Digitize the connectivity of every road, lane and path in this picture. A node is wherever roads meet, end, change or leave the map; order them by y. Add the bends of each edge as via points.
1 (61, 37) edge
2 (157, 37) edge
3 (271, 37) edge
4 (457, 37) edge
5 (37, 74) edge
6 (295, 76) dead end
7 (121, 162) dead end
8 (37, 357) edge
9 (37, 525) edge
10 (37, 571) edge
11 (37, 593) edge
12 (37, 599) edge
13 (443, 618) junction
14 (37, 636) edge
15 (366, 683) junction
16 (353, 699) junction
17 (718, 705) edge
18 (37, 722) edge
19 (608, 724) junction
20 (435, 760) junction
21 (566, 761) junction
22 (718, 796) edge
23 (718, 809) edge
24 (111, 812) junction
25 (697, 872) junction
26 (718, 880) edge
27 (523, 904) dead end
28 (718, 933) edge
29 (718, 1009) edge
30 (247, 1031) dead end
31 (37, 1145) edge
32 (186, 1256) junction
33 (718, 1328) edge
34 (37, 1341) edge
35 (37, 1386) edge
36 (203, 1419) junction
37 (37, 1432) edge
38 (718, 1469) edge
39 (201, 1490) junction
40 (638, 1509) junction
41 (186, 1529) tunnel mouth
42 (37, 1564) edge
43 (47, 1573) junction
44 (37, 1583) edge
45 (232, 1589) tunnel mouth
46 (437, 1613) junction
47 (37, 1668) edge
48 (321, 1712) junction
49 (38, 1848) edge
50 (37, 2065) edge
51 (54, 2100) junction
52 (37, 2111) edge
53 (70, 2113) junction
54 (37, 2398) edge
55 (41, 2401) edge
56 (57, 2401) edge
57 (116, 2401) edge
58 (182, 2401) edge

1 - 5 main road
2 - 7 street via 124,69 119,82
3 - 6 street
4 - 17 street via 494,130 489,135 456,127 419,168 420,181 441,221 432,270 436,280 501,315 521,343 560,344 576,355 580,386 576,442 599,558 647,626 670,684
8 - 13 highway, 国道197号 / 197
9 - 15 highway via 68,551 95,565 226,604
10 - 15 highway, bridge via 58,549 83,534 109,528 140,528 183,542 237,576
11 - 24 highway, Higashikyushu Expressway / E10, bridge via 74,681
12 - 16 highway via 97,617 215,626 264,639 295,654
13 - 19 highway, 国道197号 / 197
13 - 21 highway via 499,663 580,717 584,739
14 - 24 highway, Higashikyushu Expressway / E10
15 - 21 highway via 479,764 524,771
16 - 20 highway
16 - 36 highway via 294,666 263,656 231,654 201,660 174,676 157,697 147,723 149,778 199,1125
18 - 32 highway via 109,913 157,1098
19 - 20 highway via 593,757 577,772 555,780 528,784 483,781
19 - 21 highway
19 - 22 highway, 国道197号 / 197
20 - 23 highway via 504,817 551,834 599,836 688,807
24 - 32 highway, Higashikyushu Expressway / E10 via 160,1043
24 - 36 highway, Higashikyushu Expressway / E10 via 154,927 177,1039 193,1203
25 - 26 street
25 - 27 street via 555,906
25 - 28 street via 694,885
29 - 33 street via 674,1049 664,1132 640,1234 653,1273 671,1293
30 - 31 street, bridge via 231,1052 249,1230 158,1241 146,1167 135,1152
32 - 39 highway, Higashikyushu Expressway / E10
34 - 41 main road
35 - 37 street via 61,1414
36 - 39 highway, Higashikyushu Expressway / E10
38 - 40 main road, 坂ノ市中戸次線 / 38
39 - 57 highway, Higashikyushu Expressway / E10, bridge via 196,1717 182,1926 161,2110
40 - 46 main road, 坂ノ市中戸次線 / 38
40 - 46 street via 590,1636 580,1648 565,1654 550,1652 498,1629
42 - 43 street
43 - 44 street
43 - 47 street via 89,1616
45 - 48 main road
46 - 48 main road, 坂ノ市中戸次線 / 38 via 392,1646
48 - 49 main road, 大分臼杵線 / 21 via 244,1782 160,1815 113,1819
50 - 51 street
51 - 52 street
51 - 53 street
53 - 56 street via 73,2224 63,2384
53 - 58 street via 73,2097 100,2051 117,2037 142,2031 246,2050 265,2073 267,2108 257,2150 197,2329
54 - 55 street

■ **Work order**:
Each line of the listing should be echoed back exactly.

■ **Written response**:
Digitize the connectivity of every road, lane and path in this picture. A node is wherever roads meet, end, change or leave the map; order them by y. Add the bends of each edge as via points.
1 (61, 37) edge
2 (157, 37) edge
3 (271, 37) edge
4 (457, 37) edge
5 (37, 74) edge
6 (295, 76) dead end
7 (121, 162) dead end
8 (37, 357) edge
9 (37, 525) edge
10 (37, 571) edge
11 (37, 593) edge
12 (37, 599) edge
13 (443, 618) junction
14 (37, 636) edge
15 (366, 683) junction
16 (353, 699) junction
17 (718, 705) edge
18 (37, 722) edge
19 (608, 724) junction
20 (435, 760) junction
21 (566, 761) junction
22 (718, 796) edge
23 (718, 809) edge
24 (111, 812) junction
25 (697, 872) junction
26 (718, 880) edge
27 (523, 904) dead end
28 (718, 933) edge
29 (718, 1009) edge
30 (247, 1031) dead end
31 (37, 1145) edge
32 (186, 1256) junction
33 (718, 1328) edge
34 (37, 1341) edge
35 (37, 1386) edge
36 (203, 1419) junction
37 (37, 1432) edge
38 (718, 1469) edge
39 (201, 1490) junction
40 (638, 1509) junction
41 (186, 1529) tunnel mouth
42 (37, 1564) edge
43 (47, 1573) junction
44 (37, 1583) edge
45 (232, 1589) tunnel mouth
46 (437, 1613) junction
47 (37, 1668) edge
48 (321, 1712) junction
49 (38, 1848) edge
50 (37, 2065) edge
51 (54, 2100) junction
52 (37, 2111) edge
53 (70, 2113) junction
54 (37, 2398) edge
55 (41, 2401) edge
56 (57, 2401) edge
57 (116, 2401) edge
58 (182, 2401) edge

1 - 5 main road
2 - 7 street via 124,69 119,82
3 - 6 street
4 - 17 street via 494,130 489,135 456,127 419,168 420,181 441,221 432,270 436,280 501,315 521,343 560,344 576,355 580,386 576,442 599,558 647,626 670,684
8 - 13 highway, 国道197号 / 197
9 - 15 highway via 68,551 95,565 226,604
10 - 15 highway, bridge via 58,549 83,534 109,528 140,528 183,542 237,576
11 - 24 highway, Higashikyushu Expressway / E10, bridge via 74,681
12 - 16 highway via 97,617 215,626 264,639 295,654
13 - 19 highway, 国道197号 / 197
13 - 21 highway via 499,663 580,717 584,739
14 - 24 highway, Higashikyushu Expressway / E10
15 - 21 highway via 479,764 524,771
16 - 20 highway
16 - 36 highway via 294,666 263,656 231,654 201,660 174,676 157,697 147,723 149,778 199,1125
18 - 32 highway via 109,913 157,1098
19 - 20 highway via 593,757 577,772 555,780 528,784 483,781
19 - 21 highway
19 - 22 highway, 国道197号 / 197
20 - 23 highway via 504,817 551,834 599,836 688,807
24 - 32 highway, Higashikyushu Expressway / E10 via 160,1043
24 - 36 highway, Higashikyushu Expressway / E10 via 154,927 177,1039 193,1203
25 - 26 street
25 - 27 street via 555,906
25 - 28 street via 694,885
29 - 33 street via 674,1049 664,1132 640,1234 653,1273 671,1293
30 - 31 street, bridge via 231,1052 249,1230 158,1241 146,1167 135,1152
32 - 39 highway, Higashikyushu Expressway / E10
34 - 41 main road
35 - 37 street via 61,1414
36 - 39 highway, Higashikyushu Expressway / E10
38 - 40 main road, 坂ノ市中戸次線 / 38
39 - 57 highway, Higashikyushu Expressway / E10, bridge via 196,1717 182,1926 161,2110
40 - 46 main road, 坂ノ市中戸次線 / 38
40 - 46 street via 590,1636 580,1648 565,1654 550,1652 498,1629
42 - 43 street
43 - 44 street
43 - 47 street via 89,1616
45 - 48 main road
46 - 48 main road, 坂ノ市中戸次線 / 38 via 392,1646
48 - 49 main road, 大分臼杵線 / 21 via 244,1782 160,1815 113,1819
50 - 51 street
51 - 52 street
51 - 53 street
53 - 56 street via 73,2224 63,2384
53 - 58 street via 73,2097 100,2051 117,2037 142,2031 246,2050 265,2073 267,2108 257,2150 197,2329
54 - 55 street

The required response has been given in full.